Symptoms vary depending on where the inflammation is in your body and are due to an overactive immune system. It is chronic and the course is unpredictable. Some people are debilitated by the disease, while a lucky few may go into complete remission. The most common symptoms are recurrent sores in the mouth and genitals and eye inflammation. The sores often have a white or yellow center with redness at the edges and are very painful. There may be additional symptoms, including skin lesions, painful joints, bowel inflammation, and meningitis. Symptoms may involve the nervous system, causing Parkinson-like symptoms; memory loss; impaired speech; hearing loss; loss of balance; blindness; headaches; stroke; and digestive complications, such as bloating, gas, bloody stools, and diarrhea. About 15 percent of people with BD also have heart disease complications. Sufferers sometimes experience a profound sense of fatigue. BD usually presents itself in a rhythm
of remissions and flare-ups of disease activity. It may be worsened by extremes of hot and cold climates or menstrual cycles.

There is no known cause for Behcet’s disease. It is suspected that an environmental exposure, such as a viral or bacterial infection, can trigger the illness in people who are already genetically susceptible.

A large body of research focuses on the insufficiency of antioxidant nutrients and enzymes in people with BD. Glutathione peroxidase levels are lower in people with BD. Glutathione is an enzyme that depends on vitamin E and selenium for optimal function. Superoxide dismutase (SOD) activity is also diminished. It appears that production of nitric oxide is excessive in people with BD. Use of antioxidant nutrients can bring nitric oxide under control.

One recent study examined levels of vitamin C and malondialdehyde in people with BD. Malondialdehyde is a metabolite that is produced when there is lipid peroxidation, which is a chain reaction requiring antioxidant nutrients.
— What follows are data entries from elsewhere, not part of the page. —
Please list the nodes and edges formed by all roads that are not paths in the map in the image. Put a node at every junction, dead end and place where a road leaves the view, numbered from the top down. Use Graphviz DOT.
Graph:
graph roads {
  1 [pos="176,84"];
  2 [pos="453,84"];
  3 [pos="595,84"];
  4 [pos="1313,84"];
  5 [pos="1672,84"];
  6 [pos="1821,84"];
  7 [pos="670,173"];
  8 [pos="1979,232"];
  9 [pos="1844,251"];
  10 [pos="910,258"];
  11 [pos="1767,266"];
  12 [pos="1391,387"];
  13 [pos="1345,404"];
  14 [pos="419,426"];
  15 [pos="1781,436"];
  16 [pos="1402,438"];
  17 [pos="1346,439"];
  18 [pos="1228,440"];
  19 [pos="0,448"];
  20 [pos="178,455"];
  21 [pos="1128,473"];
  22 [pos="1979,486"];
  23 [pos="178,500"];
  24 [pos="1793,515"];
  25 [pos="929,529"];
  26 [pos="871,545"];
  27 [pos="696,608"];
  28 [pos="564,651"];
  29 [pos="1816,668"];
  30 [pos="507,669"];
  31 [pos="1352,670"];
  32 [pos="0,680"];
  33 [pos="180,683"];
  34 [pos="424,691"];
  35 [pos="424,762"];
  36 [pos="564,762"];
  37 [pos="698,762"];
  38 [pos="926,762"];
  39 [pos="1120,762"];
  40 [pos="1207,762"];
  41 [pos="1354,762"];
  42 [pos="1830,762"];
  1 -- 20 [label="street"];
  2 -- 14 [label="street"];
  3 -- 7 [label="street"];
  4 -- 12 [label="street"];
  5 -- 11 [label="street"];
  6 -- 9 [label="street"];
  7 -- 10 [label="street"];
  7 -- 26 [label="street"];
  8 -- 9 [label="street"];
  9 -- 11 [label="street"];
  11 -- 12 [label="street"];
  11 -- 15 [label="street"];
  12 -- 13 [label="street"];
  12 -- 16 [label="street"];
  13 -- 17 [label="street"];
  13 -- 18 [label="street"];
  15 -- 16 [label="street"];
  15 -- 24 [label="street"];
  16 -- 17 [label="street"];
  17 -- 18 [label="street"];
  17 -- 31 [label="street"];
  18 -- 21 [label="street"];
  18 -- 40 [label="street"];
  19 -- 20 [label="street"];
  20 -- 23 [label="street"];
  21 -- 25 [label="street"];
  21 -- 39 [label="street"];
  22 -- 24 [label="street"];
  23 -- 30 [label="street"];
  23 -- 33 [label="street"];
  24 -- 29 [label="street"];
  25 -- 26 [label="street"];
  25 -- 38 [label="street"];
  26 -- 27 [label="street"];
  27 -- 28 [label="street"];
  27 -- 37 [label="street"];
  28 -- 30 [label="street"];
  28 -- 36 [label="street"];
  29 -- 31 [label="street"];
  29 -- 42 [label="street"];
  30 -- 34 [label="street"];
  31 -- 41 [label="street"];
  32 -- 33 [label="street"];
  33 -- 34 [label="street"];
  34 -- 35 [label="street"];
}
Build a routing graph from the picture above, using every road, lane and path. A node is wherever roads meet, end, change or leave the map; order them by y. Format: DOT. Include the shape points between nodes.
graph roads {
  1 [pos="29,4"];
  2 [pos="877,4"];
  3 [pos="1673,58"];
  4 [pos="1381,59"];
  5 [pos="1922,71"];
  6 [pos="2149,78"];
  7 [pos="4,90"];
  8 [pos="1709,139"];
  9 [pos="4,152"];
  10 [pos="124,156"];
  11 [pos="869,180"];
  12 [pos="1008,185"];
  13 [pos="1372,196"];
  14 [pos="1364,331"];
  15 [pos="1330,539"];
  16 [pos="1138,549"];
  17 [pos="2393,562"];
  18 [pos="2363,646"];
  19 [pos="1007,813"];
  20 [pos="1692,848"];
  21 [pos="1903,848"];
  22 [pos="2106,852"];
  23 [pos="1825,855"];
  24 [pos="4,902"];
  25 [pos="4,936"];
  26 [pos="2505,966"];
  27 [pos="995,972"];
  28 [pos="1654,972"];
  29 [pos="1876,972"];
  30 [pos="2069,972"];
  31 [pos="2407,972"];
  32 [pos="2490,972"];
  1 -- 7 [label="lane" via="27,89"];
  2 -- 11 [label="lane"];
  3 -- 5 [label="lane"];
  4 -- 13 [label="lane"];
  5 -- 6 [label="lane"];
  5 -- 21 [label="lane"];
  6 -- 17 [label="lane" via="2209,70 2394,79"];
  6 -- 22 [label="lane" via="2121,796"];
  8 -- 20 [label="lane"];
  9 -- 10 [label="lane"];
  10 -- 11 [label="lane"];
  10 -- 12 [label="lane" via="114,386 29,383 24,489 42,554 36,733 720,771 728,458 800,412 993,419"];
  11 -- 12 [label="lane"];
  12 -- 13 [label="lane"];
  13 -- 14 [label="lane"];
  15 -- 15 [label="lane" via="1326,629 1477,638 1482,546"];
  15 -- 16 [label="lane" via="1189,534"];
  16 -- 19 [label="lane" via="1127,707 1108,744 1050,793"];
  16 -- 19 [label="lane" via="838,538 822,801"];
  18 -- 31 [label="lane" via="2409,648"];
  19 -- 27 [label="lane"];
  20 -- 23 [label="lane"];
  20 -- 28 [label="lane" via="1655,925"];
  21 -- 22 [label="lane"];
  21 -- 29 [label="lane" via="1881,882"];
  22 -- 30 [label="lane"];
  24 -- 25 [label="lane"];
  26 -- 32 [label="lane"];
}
Vitamin C levels were lower in people with BD than in controls, and malondialdehyde levels were higher than in controls. Vitamin C levels were low in people with BD even when the illness was in remission. Different researchers looked at vascular health and found that one hour after IV vitamin C was given there was improved function in the blood vessels.

Another study looked at vitamin E supplementation in BD. It was found that vitamins A and E, beta-carotene, and glutathione levels were lower in people with BD than in controls. When given vitamin E supplementation for six weeks, levels of blood antioxidants rose in the treatment group and were higher than in the untreated control groups.

BD sufferers have significantly increased intestinal permeability. Leaky gut syndrome can be aggravated by use of certain foods. Use of dairy products, gluten-containing foods (see section on celiac disease in
Chapter 24
), and other foods may trigger an immune response and symptoms. Testing for food and environmental sensitivities and allergies makes sense. Use of nutrients such as glutamine, quercetin, probiotics, and antioxidants can be helpful.

No specific diagnostic test exists for Behcet’s disease. Diagnosis is made by elimination of other possibilities and through symptom analysis and is best done by a physician experienced in the treatment of Behcet’s patients. A list of patient-recommended physicians is available at the American Behcet’s Disease Association website at
http://www.behcets.com
. BD may begin gradually at first, with sores that come and go, and may be undiagnosed for a long time; it may also be misdiagnosed as herpes. Like patients with chronic fatigue syndrome, people with BD are often told it’s “all in your head” because they look so healthy. Most of the inflammations
are internal and not readily apparent to family and friends. To be diagnosed with BD, a person must have had recurrent oral ulcers, at least three times in a year. They must also meet two of four additional criteria: recurrent genital ulcers, eye lesions, skin lesions, or a positive “pathergy test.” The pathergy test is simple. The forearm is pricked with a sterile needle, and if a small red bump or pustule occurs, the result is positive. This is very useful in Middle Eastern populations, where 70 percent of people with BD test positive, but less so in Europe and America, where the majority test negative.